_Your instructions_. Take from the material every line that contains the word "Gudele".

════════════════════

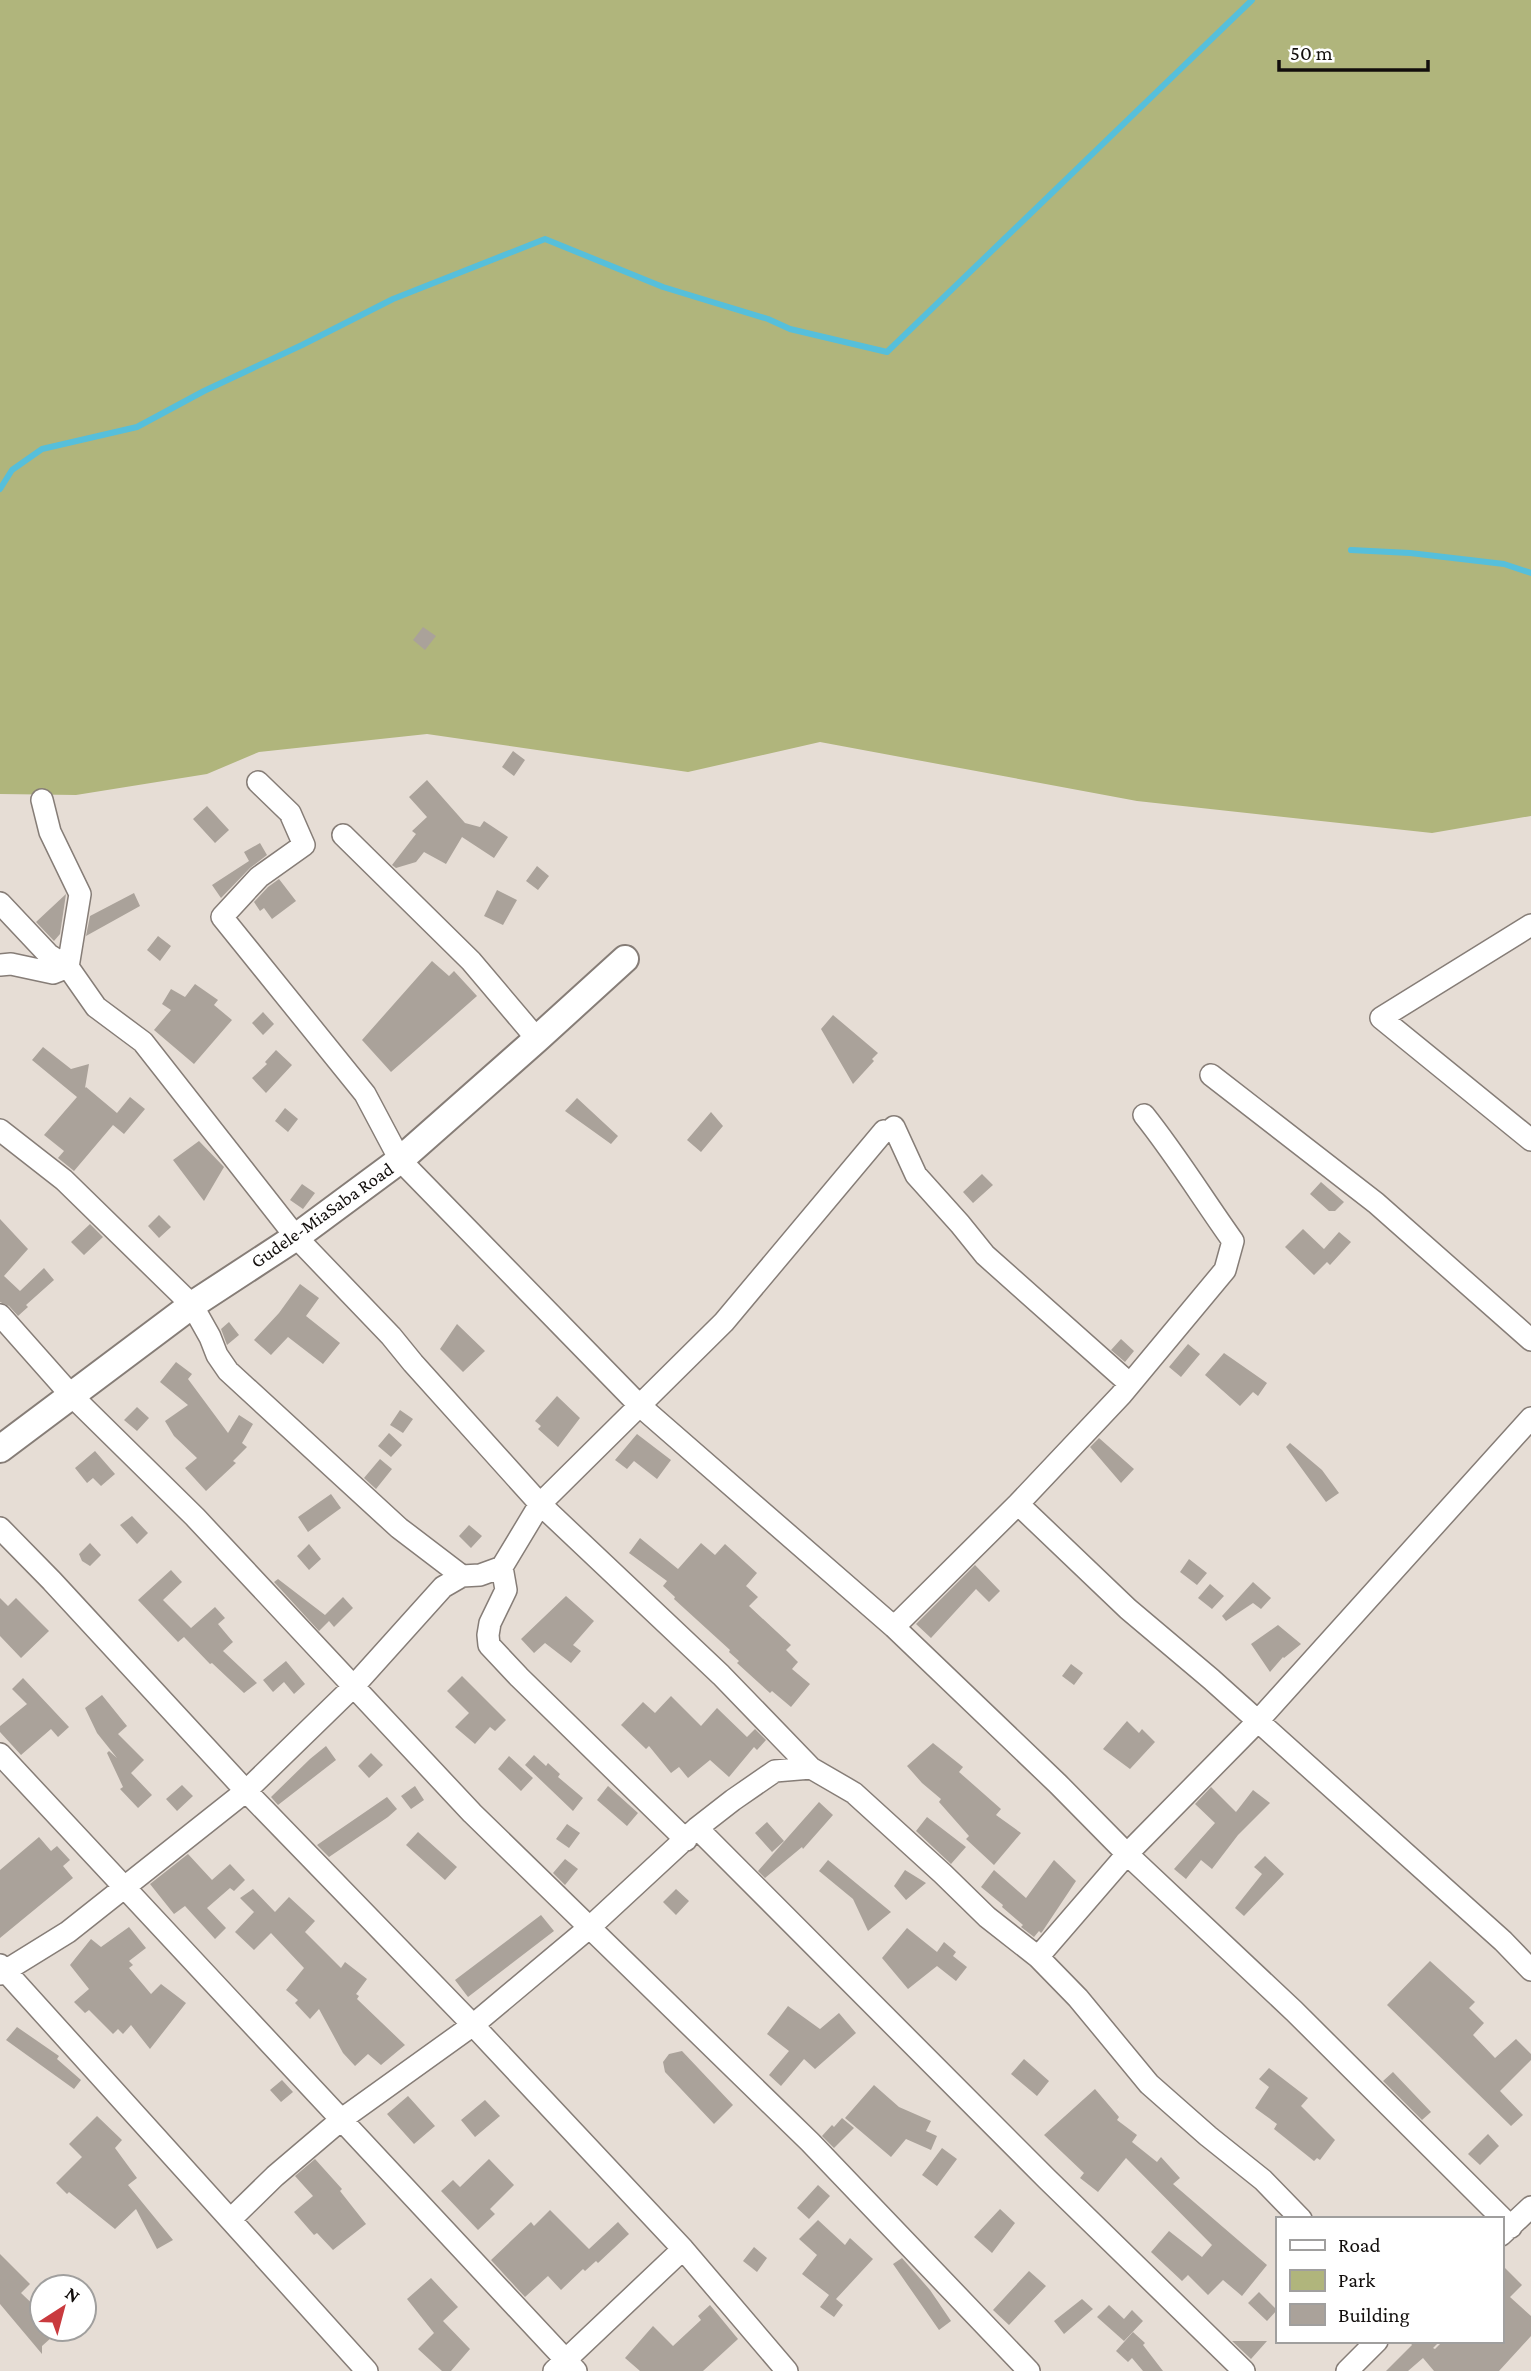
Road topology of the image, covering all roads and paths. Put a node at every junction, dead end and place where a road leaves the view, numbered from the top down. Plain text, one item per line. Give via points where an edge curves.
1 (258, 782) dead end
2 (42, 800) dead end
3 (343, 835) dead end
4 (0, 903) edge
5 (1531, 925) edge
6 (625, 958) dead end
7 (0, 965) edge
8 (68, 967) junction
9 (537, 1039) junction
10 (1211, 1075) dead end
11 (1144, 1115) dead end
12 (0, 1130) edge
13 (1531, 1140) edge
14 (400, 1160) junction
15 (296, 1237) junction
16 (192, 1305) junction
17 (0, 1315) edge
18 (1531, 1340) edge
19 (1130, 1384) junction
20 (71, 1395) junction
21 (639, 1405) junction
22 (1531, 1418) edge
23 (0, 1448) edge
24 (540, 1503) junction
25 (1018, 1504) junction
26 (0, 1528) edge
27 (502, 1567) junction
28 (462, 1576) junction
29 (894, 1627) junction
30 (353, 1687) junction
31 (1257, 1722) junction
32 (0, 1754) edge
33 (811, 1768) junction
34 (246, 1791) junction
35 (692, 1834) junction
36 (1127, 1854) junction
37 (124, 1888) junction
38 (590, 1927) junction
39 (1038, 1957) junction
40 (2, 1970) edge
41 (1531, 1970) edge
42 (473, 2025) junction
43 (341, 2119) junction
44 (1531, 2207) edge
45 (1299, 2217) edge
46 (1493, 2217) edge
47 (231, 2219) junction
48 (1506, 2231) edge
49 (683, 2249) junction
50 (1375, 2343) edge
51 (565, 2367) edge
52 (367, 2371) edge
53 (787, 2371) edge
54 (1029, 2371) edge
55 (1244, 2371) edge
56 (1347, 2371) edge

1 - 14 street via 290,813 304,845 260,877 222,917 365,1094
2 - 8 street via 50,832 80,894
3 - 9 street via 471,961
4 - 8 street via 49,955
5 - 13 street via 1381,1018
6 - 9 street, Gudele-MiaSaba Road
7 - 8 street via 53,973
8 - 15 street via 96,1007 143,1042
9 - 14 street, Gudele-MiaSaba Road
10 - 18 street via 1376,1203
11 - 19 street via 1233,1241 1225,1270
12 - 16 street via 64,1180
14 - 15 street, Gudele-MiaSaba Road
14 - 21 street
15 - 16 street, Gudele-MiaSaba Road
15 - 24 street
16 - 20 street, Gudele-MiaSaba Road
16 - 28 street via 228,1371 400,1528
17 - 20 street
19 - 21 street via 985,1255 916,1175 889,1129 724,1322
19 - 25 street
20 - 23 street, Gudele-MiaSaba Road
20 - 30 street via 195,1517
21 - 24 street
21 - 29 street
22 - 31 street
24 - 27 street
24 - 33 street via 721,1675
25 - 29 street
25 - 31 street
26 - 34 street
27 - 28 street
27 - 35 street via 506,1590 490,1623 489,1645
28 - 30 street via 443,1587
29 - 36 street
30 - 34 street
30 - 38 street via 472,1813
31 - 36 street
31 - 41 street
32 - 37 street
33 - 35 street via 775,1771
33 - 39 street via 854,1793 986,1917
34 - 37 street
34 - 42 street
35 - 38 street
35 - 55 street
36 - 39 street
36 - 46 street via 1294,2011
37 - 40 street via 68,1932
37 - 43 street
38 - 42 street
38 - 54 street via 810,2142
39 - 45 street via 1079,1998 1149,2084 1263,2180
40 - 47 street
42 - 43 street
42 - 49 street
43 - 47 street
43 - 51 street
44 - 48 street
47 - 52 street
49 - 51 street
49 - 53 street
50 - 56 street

════════════════════

_Reply_.
6 - 9 street, Gudele-MiaSaba Road
9 - 14 street, Gudele-MiaSaba Road
14 - 15 street, Gudele-MiaSaba Road
15 - 16 street, Gudele-MiaSaba Road
16 - 20 street, Gudele-MiaSaba Road
20 - 23 street, Gudele-MiaSaba Road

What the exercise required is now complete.